Rappelons que c’est toujours au cours de cette même année que le ministre Sabaï Katè a permis aux béninois de croire qu’il est enfin possible de vivre du riz et des concentrés de tomate localement produits. Ce résultat flatteur et élogieux du chef du département agricole reste profondément tributaire des efforts et sacrifices consentis par les cadres de ce département ministériel à divers niveaux. Ainsi, on peut reconnaître à l’œil nu les efforts louables du PUASA, de l’ONASA, du PPMA, de l’ONS et autres structures convaincues que le développement du Bénin passe nécessairement par le rayonnement de leurs structures.
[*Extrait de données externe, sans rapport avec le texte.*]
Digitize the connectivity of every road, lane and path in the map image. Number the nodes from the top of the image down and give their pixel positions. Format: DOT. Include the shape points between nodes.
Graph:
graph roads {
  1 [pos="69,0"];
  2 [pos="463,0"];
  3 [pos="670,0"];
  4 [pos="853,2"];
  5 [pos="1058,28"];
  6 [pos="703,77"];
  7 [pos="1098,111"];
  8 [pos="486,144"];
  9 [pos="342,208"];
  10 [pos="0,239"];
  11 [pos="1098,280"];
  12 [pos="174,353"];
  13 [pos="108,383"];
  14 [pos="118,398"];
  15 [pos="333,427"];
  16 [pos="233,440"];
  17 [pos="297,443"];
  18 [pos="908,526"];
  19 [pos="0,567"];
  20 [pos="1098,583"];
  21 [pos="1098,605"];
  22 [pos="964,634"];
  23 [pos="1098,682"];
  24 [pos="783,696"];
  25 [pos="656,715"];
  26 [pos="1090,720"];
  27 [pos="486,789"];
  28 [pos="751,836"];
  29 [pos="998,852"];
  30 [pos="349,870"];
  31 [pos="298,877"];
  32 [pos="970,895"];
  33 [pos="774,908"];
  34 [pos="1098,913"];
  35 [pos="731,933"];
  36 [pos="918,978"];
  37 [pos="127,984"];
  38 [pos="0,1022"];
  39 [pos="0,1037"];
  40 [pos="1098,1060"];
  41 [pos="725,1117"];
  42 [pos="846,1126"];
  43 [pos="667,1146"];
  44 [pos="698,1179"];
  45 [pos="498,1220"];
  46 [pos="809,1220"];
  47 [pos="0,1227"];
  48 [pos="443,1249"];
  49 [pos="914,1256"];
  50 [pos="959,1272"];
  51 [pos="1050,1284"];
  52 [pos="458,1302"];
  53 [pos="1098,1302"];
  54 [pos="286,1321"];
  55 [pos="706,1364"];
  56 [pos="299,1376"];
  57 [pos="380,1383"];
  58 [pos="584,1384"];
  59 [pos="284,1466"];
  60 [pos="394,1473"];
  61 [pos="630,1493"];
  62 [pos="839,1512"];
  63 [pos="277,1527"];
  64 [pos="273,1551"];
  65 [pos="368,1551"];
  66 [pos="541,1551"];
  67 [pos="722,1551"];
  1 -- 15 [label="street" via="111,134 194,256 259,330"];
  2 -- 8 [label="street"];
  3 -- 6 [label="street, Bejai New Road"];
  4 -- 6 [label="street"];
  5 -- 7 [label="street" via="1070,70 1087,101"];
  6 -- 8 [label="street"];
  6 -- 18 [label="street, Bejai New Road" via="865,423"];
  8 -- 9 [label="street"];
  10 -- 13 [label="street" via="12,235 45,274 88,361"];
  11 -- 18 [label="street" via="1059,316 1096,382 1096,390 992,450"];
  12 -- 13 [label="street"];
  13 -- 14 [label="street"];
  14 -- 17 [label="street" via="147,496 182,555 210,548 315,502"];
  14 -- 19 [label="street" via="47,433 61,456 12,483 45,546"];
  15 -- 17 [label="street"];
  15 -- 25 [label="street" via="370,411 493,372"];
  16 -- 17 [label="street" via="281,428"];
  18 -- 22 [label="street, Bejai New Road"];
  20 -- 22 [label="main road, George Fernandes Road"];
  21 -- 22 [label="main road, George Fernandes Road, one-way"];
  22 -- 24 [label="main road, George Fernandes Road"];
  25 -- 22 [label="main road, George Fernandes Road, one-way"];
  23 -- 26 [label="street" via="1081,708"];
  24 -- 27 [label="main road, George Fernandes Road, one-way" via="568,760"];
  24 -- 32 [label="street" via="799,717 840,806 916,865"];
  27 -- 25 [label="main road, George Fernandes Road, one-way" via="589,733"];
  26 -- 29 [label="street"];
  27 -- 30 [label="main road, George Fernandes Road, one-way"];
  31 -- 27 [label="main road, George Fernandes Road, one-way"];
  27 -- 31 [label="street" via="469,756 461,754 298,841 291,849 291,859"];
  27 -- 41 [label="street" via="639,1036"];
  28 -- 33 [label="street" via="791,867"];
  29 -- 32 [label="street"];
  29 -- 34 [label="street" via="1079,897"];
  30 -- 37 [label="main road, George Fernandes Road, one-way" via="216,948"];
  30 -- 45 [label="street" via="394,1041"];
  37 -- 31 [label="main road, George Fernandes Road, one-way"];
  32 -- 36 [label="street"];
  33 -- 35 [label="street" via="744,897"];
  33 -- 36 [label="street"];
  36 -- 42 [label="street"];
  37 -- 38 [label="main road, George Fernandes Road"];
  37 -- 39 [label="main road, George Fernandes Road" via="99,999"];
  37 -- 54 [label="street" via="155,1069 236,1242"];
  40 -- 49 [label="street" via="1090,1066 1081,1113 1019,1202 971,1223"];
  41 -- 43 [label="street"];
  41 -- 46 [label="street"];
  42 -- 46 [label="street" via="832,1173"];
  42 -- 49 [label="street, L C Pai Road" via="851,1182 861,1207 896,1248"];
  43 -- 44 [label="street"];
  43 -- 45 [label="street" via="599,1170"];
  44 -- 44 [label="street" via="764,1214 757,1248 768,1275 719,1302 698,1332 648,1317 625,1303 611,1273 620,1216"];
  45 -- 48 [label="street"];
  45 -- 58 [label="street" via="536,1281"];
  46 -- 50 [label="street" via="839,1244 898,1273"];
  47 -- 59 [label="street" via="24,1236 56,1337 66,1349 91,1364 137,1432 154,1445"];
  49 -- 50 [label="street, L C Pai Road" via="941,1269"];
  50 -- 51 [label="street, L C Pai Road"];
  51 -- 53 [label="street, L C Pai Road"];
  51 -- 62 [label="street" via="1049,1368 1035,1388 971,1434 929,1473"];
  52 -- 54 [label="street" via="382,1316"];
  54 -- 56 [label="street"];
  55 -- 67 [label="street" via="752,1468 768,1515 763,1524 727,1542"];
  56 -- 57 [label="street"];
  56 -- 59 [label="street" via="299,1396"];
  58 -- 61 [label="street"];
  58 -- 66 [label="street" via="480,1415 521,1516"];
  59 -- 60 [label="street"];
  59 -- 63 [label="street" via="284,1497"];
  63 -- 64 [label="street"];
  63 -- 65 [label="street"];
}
Nommée en juin 2009 à la tête de cette institution qui relève du Ministère en charge de la microfinance, Mme Luce KUASSI ACCROMBESSI s’est résolument inscrite dans la vision de la gouvernance imprimée par le Dr Boni Yayi et sa ministre de tutelle Rékya Madougou : gestion axée sur le résultat – transparence dans la gestion des finances – obligation de compte-rendu. Cette manager qui ne jure que par le travail bien fait en prônant l’excellence, est fière d’avoir opéré de profondes et courageuses réformes pour redresser l’institution. Mais fondamentalement, l’année 2011 aura été marquée d’une pierre blanche caractérisée par quelques actions d’importance capitale. Ainsi donc, c’est au cours de cette année qu’il fut procédé à l’assainissement des comptes de l’institution, l’assainissement du portefeuille des crédits ainsi que le recouvrement des créances impayées depuis la création de l’institution de sorte que les prêts octroyés en 2011 aient été bien remboursés. Tout ceci est le fruit des réformes engagées depuis juin 2009 qui visent à corriger les inégalités salariales au sein du personnel, à encourager les agents méritants et à débarrasser l’institution des paresseux avec la mise en œuvre d’un système d’évaluation des performances du personnel, à améliorer les procédures de crédit et de contrôle pour mieux sécuriser les prêts, détecter les fraudes et sécuriser le système d’information de gestion ; ce qui a permis d’avoir une plus grande transparence dans la gestion des finances de l’institution. Par ailleurs, l’équipe dirigée par Mme Luce KUASSI ACCROMBESSI, a également réussi à équilibrer les charges et les produits, toutes choses qui concourent à rendre pérenne l’institution.